We enter a small hall and see a woman in red standing above us at the head of a red-carpeted stairway, and the walls on either side are red, all about her is drenched in red. She is laughing with pleasure, her white teeth and pale skin and dark hair seem to be the only substances that are not red. She wears a floor-length tea gown of that color, she sparkles with rubies, she holds out her red-tipped hands to me, saying, “At last I see her! What a darling!” I go slowly up the stairs, startled, pleased that I am pleasing; Father also seems to be delaying the trip upward, prolonging his pleasure in her approval of me; the woman is beautiful and inviting, and I go toward her with great avidity, with the same delight I take in anyone who pays as keen attention to me as she does. I go toward her like a puppy, smelling a new perfume, sniffing her great redness. She takes us into a drawing room, and I make conversation with father’s friend, showing off my knowledge of world capitals, multiplication tables, kings of France, feeling suddenly grown-up and adequate.

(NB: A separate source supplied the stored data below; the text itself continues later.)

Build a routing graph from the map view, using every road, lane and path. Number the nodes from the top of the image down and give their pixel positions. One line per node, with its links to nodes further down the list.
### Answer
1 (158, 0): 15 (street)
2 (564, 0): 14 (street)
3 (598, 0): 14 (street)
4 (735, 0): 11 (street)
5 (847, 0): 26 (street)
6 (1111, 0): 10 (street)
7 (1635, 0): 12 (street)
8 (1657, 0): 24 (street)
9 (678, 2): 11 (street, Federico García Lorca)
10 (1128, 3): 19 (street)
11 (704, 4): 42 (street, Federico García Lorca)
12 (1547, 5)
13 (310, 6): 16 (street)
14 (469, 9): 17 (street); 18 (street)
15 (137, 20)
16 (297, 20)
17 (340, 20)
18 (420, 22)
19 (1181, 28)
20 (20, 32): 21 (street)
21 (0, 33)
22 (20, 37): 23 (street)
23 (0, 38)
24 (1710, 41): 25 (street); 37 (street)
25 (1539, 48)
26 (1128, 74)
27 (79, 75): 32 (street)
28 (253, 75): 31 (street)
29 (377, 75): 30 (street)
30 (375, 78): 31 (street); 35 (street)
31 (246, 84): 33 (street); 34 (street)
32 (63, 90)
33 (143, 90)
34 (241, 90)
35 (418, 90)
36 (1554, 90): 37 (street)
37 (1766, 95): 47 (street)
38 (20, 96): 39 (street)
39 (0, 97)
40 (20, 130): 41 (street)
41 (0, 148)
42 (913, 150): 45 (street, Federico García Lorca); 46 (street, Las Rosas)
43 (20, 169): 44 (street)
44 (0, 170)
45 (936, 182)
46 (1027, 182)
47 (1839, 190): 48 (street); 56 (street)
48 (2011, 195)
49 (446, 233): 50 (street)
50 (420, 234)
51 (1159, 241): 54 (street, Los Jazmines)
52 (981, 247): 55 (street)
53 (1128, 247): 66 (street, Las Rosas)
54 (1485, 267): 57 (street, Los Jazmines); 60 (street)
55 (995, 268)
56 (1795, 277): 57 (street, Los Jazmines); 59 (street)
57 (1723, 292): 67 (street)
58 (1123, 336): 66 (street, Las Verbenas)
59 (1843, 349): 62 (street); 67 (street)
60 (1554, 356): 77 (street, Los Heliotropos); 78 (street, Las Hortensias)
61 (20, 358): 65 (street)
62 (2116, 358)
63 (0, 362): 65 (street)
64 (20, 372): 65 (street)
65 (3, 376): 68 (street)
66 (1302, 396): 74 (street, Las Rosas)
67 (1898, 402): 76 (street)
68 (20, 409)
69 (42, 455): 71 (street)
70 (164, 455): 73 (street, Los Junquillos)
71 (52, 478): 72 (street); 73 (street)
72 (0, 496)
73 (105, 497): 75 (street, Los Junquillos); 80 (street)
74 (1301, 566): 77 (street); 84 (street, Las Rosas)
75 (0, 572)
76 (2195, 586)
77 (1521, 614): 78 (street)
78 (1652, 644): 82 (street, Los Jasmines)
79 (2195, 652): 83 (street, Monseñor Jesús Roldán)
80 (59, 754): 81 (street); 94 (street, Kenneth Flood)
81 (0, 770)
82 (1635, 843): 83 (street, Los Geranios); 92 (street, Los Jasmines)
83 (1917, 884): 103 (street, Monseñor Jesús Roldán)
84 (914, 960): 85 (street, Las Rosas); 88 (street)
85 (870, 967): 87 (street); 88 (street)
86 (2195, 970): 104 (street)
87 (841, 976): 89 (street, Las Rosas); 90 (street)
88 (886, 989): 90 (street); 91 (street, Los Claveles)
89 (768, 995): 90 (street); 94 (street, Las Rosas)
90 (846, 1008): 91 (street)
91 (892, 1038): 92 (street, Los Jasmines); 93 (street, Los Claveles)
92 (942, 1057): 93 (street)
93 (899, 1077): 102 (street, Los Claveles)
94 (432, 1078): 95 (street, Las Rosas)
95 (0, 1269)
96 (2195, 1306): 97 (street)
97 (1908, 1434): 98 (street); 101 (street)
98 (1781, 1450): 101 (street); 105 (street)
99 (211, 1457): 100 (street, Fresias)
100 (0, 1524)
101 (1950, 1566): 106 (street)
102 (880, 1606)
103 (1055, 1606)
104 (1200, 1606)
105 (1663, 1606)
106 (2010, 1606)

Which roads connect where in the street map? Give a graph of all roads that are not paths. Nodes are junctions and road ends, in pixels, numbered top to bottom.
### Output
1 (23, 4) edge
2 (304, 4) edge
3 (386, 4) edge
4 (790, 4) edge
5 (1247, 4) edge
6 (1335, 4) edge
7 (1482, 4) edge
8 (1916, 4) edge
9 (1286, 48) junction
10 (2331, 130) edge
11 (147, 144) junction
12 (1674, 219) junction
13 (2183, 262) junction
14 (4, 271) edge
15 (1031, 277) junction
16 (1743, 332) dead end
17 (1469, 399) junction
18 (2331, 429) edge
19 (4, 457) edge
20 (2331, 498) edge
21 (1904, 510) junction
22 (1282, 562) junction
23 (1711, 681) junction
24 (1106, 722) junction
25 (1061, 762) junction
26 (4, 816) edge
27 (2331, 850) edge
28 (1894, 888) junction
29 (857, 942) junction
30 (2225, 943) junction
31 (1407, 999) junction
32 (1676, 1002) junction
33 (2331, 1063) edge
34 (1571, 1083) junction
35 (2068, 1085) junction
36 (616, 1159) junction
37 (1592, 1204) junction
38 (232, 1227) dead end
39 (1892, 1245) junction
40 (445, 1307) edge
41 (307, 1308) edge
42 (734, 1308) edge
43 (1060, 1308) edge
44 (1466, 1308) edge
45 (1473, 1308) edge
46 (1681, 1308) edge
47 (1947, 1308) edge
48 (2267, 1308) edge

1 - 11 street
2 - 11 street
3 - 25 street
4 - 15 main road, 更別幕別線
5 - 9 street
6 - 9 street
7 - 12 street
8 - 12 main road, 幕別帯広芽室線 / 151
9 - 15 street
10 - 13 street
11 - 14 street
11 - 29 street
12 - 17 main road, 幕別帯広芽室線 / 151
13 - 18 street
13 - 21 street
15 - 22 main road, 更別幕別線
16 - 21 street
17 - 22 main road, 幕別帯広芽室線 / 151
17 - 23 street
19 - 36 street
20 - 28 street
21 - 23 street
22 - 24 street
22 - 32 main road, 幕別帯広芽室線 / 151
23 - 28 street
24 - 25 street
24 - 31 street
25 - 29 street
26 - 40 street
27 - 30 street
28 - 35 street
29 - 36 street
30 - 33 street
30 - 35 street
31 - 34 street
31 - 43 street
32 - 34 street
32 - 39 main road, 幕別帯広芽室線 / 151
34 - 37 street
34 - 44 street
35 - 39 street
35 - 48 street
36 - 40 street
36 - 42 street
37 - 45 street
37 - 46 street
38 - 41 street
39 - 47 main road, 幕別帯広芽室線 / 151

And what is most glorious is that the lady finds me amusing, finds me fascinating. She hangs on my every word and asks many questions, her velvet slippers daintily crossed as she pours tea. She laughs a great deal, she asks me more questions, the fire burns hot, there are red stones on her wrist, she speaks French with a faint foreign accent that is unlike my mother’s. And I shall not see her again for some years because she is American, in a few months’ time World War II will be declared, and she will have gone home. During one of father’s army leaves, I shall ask to see her again, and he will ruefully say, “I’m so glad you liked her, darling. She had to go back when the war began.” Her name, I realized much, much later, was Bettina Ballard, and she had been, in those years, head of the Paris bureau of Vogue magazine, an institution that, not unlike the Krasin sisters, would continue to intrude upon my family’s destiny.